With South Africa’s 11 official languages it can be difficult for people to communicate with one another. There is one word though that is known and understood across all of the national languages: Braai. What’s a braai you ask? A braai (pronounced ‘bry’), is the South African version of a barbeque, but to compare it to an American barbeque is an insult to Saffas everywhere. A braai is so much more than just throwing meat on a grill, to us, it’s a part of our culture and how we identify ourselves as a society. We don’t just braai over three day weekends, we braai year-round for every occasion: from funerals to birthdays, graduations to farewells, heck, we braai even when we don’t have an occasion to. Braais are so important to us and such a large part of our culture that on September 24th we celebrate Heritage Day, otherwise known as National Braai Day. Simply put, to braai is in our blood and encompasses a large part of who we are as South Africans.
For South Africans, a braai is about more than just the food, it’s an experience and an all-day affair. Braais normally start in the early part of the day when the men start to prepare the fire. Using a gas grill can be considered a sin in South Africa, depending on who you talk to, so preparing the grill takes a great deal of time. While the men surround the fire enjoying a dop (the Afrikaans term used for a refreshing alcoholic beverage) and keeping a watchful eye over the coals, the women are busy inside preparing the sides, desserts, and appetizers, and keeping the children at bay. When the fire is finally ready, the braaiing part of the braai actually begins. What do we braai? Anything and everything. Most braais have at least two proteins that range between steak, lamb, pork, wild game, sosaties (kebabs), and boerewors (a sausage native to South Africa). We do braai chicken, but most Saffas would tell you that chicken is a vegetable, not meat. What truly separates an American barbeque and a South African braai is the amount of flavor and spices that we manage to get out of our food, especially the meat. We LOVE flavor and our culture has a great deal of it thanks to the Cape Malay populations love of chutneys, curries, and other aromatic flavors as well as the peri-peri, which was introduced by the Portuguese settlers, both of which have been imprinted on the South African palate.

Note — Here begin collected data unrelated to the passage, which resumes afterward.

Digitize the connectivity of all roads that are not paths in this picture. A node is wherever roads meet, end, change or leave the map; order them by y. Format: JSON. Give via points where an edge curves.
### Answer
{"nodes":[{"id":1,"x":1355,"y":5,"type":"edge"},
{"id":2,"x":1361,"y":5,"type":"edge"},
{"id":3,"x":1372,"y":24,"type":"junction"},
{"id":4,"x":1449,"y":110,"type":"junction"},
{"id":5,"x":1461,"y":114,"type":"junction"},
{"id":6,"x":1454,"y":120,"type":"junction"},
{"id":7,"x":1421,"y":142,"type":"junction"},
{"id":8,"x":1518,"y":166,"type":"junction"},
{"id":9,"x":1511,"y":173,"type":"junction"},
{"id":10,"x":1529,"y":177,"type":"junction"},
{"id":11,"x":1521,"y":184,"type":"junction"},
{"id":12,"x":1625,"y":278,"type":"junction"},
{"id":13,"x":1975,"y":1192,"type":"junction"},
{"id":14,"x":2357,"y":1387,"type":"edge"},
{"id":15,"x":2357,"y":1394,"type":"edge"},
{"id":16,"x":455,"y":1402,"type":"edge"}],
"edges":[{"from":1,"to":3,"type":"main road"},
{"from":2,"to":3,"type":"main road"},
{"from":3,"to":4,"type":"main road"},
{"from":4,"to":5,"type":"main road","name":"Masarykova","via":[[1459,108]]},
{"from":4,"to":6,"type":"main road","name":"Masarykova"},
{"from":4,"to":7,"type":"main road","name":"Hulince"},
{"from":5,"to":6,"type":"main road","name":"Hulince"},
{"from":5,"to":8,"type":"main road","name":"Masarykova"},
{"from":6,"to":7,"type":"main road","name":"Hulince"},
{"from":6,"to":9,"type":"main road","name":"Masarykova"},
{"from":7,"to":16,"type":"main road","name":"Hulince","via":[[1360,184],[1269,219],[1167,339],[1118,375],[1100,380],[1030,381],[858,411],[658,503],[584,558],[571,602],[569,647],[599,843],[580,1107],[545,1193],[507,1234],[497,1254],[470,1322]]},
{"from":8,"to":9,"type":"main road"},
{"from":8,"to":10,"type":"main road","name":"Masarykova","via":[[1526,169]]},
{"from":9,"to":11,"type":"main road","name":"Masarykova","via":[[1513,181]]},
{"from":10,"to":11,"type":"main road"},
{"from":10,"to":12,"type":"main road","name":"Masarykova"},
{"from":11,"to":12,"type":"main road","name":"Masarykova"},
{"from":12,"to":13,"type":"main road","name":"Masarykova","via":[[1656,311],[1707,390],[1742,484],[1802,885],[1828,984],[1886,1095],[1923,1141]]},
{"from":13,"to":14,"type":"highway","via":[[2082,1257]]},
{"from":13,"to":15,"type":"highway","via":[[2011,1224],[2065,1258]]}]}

While the meat is the main attraction, the meal would not be complete without a delicious spread of side, salads, and puddings (desserts). One of my favorite braai side dishes is a braai broodjie, a sandwich, cooked on the grill, consisting of tomatoes, onions, cheese, and a sauce made of South African mayo and Mrs. Ball’s Chutney. Other sides include pasta salad, South African homemade potato salad, a variety of vegetables, and of course, pap and sous. Pap and sous is another very traditional dish served at almost every braai. Pap is made of white corn meal and can be compared to what American’s know as grits, except it is not cooked in milk or with an obscene amount of cheese. Sous (sauce) is a combination of tomatoes, onions, a little bit of sugar, and salt and pepper that is cooked low and slow and is served over the pap and sometimes the boerewors as well. Depending on the season, dessert varies from ice cream to melk tert (milk tart), from to fridge tarts to malva pudding, sometimes even a combination of these. But just because dessert has been served doesn’t mean braai has come to an end, oh no the braai has only just begun. Braais last until the early hours of the morning and often times leads into breakfast the next day. Braais truly have a way of bringing people together where they tell stories, laugh, cry, or even a combination of the three. To have a braai you only truly need good food and good company. I truly hope each of you reading this gets to experience a true South African braai at least once in your life, because honestly, it is one of the best experiences that you’ll ever have.